The software-defined wide area networking (SD-WAN) market, like others in the technology space, is undergoing a period of consolidation, as vendors hurry to offer the technology to customers and the largest firms snap up everyone else. Cisco acquired Viptela in early August, and VMware bought market revenue leader VeloCloud this month.

These acquisitions turn the SD-WAN market into a “two horse race,” says IHS Markit senior research director Cliff Grossner, “and we could see even more consolidation as vendors set out to add SD‑WAN to their capability sets, especially since the technology is key to supporting connectivity in the multi-clouds that enterprises are building.”

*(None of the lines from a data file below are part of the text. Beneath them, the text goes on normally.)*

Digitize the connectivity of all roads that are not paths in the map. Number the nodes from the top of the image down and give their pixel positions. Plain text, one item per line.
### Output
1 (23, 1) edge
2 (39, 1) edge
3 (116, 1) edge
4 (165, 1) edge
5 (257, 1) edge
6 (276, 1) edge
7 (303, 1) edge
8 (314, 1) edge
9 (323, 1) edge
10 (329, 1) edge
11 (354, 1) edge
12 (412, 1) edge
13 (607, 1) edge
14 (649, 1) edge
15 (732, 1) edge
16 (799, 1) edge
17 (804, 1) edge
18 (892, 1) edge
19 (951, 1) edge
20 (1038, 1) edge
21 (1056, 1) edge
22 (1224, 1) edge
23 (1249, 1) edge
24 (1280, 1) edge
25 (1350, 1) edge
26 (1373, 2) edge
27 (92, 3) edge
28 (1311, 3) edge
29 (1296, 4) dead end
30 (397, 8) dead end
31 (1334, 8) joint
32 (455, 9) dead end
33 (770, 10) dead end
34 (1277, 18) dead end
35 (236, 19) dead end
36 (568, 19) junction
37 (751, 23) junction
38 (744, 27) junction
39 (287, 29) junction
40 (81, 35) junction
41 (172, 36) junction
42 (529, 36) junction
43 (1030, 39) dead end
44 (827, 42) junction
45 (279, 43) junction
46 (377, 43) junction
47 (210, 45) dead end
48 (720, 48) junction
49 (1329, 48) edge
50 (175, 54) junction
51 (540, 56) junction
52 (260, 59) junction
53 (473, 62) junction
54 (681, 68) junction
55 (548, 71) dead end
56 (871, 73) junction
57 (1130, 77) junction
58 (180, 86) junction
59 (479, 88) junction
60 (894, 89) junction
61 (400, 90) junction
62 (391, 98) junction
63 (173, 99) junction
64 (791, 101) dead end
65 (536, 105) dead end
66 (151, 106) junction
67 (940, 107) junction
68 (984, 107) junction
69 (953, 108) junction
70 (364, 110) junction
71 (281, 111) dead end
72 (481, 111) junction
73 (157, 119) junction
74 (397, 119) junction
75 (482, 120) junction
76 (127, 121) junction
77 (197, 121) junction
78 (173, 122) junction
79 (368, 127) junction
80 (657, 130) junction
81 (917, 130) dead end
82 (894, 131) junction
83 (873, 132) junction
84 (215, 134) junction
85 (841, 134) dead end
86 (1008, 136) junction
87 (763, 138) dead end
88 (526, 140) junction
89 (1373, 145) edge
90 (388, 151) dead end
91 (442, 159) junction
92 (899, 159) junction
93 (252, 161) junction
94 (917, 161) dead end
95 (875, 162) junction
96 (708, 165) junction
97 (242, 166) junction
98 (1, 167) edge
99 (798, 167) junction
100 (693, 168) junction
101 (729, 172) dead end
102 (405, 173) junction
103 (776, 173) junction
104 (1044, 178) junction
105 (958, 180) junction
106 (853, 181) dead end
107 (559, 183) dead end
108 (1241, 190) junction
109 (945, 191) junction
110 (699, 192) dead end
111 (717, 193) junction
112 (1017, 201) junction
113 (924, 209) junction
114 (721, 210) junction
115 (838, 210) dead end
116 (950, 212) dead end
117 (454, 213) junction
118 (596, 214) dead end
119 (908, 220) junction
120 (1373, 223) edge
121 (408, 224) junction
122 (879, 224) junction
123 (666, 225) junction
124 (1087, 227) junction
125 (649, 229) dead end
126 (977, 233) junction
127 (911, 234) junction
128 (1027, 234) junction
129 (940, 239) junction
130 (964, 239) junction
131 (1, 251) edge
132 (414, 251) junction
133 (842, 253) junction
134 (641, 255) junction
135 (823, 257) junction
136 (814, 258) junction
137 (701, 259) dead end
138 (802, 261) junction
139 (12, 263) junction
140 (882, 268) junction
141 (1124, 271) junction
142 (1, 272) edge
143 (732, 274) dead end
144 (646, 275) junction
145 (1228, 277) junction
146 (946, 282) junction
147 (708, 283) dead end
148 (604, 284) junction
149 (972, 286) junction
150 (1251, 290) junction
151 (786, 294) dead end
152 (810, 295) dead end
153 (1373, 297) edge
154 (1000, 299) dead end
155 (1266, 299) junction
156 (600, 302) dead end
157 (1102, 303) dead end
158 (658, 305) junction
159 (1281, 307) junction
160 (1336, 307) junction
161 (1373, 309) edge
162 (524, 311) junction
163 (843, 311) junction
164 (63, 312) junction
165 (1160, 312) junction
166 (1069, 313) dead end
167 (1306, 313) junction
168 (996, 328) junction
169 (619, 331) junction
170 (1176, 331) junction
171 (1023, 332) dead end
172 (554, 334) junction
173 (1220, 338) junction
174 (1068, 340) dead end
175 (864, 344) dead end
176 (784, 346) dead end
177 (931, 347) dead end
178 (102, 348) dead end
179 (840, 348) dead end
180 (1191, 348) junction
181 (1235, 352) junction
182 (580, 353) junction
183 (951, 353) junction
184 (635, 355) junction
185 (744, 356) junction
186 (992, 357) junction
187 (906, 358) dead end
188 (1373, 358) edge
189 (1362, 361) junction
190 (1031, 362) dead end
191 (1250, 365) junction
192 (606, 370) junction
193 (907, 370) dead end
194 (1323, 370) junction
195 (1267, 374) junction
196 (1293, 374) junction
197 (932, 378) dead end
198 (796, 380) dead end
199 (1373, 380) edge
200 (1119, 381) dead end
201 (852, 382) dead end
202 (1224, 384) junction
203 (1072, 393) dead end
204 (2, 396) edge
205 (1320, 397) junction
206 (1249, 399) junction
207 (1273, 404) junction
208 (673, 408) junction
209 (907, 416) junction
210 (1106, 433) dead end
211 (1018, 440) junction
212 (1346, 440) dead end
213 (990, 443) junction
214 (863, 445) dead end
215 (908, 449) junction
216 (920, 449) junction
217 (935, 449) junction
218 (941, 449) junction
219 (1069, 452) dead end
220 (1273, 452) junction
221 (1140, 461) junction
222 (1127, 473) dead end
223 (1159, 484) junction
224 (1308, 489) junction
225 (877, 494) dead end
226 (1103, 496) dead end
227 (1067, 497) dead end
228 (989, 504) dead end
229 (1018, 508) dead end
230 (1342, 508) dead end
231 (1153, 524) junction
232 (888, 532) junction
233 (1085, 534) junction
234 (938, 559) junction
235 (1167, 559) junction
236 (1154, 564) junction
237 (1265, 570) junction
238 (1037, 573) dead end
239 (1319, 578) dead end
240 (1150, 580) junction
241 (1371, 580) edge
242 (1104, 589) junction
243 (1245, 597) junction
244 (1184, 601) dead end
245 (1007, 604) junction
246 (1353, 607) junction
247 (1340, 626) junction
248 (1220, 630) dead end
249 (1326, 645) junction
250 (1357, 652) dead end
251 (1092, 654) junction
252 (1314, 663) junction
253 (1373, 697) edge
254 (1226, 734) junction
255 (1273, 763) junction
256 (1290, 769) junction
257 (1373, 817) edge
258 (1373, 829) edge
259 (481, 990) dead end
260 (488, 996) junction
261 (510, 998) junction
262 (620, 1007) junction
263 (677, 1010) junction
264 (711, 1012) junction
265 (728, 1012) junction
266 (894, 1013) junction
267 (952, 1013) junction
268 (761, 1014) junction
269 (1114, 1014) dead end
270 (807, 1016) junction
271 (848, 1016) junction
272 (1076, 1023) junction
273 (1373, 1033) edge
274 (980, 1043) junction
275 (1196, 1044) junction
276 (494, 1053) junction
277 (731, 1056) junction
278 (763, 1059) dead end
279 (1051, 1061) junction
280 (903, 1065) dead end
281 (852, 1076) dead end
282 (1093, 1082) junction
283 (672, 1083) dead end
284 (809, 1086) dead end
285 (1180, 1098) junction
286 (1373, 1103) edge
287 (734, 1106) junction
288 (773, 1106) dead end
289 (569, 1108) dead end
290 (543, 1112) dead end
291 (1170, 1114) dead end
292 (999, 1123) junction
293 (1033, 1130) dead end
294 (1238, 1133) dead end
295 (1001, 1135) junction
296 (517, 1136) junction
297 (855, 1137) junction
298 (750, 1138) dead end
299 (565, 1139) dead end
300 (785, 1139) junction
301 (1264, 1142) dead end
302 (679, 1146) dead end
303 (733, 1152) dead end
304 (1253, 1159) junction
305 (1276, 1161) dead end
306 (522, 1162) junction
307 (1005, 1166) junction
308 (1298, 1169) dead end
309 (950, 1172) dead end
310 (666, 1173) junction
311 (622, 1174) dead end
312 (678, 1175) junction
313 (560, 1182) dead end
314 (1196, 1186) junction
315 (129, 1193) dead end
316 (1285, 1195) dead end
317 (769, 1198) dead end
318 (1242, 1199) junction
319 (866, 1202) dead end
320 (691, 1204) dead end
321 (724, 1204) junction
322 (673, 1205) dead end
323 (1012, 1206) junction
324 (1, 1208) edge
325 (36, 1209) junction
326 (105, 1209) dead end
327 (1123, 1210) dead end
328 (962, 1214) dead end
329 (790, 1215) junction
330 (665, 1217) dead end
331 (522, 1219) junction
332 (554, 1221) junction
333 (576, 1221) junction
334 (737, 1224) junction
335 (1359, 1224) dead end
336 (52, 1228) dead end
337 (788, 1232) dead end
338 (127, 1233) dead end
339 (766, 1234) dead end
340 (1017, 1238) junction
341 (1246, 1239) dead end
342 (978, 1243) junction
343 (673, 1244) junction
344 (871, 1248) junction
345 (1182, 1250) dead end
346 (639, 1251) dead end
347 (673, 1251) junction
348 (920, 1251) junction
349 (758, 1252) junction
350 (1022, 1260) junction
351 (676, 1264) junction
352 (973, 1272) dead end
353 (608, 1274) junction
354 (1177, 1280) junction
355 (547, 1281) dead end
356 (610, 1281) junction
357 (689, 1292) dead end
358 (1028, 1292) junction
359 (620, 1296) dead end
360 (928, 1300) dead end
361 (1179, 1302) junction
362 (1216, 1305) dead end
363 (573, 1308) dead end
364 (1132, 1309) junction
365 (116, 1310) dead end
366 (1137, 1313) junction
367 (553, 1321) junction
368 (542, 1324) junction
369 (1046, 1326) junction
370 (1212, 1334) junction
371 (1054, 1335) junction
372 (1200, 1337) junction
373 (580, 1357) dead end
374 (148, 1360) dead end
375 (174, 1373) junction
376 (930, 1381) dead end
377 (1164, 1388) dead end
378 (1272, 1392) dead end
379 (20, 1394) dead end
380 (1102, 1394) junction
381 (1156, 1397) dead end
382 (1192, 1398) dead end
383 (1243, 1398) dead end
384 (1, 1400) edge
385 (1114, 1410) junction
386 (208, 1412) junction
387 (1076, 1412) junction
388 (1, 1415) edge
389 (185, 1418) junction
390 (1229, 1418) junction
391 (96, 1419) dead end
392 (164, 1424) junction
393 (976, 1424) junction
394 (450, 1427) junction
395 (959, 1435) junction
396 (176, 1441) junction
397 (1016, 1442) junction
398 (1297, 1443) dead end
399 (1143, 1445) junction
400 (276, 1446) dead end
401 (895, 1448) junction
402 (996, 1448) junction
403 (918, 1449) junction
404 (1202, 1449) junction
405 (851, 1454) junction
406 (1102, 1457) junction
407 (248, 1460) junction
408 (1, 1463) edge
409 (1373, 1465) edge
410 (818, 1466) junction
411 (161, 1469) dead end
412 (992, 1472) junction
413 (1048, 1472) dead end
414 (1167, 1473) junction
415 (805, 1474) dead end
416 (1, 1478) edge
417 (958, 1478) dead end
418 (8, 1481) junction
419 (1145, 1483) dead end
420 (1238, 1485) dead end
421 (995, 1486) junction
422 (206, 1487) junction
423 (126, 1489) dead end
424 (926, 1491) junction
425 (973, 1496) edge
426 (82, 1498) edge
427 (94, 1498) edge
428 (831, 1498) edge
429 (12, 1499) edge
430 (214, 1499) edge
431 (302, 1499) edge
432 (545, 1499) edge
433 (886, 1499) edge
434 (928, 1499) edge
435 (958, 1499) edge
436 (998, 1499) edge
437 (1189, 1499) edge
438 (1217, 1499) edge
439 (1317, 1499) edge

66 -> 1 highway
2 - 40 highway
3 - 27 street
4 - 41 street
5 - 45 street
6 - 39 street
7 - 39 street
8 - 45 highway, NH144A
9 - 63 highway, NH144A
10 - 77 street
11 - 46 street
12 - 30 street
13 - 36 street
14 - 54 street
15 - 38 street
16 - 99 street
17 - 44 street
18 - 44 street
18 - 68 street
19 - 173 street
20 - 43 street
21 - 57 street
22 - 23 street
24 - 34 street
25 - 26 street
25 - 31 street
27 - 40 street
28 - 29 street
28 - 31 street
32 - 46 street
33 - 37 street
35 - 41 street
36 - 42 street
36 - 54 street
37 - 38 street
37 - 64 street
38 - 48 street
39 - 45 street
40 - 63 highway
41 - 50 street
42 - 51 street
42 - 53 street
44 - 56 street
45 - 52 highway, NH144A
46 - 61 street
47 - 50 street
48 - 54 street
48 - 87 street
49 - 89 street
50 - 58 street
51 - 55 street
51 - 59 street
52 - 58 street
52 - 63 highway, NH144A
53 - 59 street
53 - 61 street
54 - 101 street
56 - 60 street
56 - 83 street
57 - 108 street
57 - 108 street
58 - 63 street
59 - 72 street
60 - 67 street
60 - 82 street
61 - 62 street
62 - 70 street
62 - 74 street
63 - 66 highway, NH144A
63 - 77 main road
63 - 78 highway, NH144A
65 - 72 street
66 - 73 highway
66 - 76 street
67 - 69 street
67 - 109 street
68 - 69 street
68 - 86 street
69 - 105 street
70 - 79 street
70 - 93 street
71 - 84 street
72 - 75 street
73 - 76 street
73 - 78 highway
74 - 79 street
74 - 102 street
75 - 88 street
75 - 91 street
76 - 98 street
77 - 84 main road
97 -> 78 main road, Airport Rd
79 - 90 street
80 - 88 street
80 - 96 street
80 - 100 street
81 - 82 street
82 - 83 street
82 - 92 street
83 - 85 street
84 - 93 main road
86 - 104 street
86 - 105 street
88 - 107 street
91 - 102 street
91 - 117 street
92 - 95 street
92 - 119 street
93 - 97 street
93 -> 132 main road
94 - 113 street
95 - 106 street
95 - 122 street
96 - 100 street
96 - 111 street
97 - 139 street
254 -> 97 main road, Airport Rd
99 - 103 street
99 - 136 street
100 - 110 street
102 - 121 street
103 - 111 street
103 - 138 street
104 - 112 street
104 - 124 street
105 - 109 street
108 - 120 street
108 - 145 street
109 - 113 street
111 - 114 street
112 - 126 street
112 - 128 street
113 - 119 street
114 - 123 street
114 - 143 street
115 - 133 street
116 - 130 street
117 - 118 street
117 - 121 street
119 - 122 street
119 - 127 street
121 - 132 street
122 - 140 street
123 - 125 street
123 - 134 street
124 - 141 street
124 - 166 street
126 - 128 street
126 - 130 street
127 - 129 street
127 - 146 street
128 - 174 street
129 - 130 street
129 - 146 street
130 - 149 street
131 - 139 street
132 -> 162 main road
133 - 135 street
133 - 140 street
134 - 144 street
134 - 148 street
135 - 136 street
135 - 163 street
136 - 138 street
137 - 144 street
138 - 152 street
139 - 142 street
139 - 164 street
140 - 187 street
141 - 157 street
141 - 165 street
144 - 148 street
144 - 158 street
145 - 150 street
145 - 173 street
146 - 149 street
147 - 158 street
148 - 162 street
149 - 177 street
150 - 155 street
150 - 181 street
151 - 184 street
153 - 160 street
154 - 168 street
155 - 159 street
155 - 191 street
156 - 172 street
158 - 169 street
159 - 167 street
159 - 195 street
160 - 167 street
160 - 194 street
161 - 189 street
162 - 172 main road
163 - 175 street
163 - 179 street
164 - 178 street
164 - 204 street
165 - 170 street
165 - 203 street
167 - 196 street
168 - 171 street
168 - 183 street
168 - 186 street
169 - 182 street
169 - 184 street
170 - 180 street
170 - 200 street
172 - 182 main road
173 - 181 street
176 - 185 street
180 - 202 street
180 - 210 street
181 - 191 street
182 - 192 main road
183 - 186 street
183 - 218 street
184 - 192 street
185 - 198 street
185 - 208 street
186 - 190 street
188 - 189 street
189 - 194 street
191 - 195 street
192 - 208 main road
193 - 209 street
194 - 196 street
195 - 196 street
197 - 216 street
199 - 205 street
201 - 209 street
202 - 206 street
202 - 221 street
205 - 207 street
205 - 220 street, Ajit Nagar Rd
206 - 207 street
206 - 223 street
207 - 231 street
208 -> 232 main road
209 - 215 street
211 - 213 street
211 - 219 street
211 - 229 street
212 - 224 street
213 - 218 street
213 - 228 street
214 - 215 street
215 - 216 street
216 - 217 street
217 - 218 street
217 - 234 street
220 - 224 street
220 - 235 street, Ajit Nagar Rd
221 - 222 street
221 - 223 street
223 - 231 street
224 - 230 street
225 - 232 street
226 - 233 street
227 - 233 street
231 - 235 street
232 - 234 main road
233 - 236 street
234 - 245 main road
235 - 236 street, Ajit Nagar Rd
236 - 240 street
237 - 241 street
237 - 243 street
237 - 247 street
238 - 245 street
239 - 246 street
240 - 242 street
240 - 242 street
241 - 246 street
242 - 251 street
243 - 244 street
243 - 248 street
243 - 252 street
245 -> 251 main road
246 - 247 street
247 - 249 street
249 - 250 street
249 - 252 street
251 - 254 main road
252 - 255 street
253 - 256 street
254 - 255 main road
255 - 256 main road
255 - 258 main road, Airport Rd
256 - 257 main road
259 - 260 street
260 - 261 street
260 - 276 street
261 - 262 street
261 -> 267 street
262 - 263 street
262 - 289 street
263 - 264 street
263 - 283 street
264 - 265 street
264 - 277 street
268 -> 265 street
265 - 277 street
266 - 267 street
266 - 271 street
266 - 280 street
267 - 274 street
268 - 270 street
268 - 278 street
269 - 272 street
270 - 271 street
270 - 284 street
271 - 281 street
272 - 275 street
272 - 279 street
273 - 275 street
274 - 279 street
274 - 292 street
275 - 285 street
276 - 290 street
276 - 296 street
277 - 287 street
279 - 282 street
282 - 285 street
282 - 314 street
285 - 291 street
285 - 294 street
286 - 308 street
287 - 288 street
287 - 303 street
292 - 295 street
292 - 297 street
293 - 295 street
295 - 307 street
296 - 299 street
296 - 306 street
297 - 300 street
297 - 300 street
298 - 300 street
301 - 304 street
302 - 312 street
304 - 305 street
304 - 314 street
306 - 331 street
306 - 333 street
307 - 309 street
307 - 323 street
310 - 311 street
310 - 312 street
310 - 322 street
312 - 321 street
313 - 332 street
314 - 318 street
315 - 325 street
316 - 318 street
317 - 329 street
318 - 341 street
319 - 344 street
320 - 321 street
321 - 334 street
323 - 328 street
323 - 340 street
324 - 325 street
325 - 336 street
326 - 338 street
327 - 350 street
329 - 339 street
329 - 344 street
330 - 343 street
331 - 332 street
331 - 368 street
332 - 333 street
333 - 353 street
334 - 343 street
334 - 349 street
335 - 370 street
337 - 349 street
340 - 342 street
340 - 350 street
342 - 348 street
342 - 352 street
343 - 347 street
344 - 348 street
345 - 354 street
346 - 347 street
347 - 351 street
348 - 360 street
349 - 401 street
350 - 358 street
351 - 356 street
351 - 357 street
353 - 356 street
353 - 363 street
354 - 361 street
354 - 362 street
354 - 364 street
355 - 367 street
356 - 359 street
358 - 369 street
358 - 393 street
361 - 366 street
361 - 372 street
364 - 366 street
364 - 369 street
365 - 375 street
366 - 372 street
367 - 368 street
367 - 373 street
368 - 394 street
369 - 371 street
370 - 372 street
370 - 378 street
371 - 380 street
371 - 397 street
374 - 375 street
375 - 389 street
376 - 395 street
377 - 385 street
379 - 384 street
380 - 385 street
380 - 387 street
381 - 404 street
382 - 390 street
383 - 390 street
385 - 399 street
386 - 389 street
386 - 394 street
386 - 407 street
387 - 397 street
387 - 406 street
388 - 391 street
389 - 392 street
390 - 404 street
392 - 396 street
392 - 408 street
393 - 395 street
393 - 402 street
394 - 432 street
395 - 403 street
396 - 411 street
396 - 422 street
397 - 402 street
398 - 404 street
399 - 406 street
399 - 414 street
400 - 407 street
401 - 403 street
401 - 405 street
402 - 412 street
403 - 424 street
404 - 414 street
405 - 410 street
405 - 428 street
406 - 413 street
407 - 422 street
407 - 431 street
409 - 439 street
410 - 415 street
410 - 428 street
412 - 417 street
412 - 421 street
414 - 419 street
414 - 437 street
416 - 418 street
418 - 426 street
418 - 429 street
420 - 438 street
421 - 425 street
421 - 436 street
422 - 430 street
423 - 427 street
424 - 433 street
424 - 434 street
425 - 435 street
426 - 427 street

SD-WAN is a way for enterprises to deploy WAN connections without rolling out new physical infrastructure, by moving more of the network control into the cloud. The technology has a significant advantage over legacy WAN systems in its flexibility, security and lack of reliance on fixed circuits or proprietary hardware. Because connectivity is controlled through the cloud, customers can also scale up bandwidth at peak times on-demand.

Today, the SD-WAN market is only worth about $140 million worldwide, according to IHS’ figures. However, global revenue is expected to reach $3.3 billion by 2021, as service providers work with vendors to deploy overlay solutions, and as virtual network function-based solutions are more closely integrated with carrier operations support systems.

Grossner said, “Currently, the majority of SD-WAN revenue is from appliances, with early deployments focused on rolling out devices at branch offices. Moving forward, we expect a larger portion of SD-WAN revenue to come from control and management software as users increasingly adopt application visibility and analytics services.”

Cisco is the current leader based on in-use SDN revenue share; followed by Arista, White Box, VMware and HPE.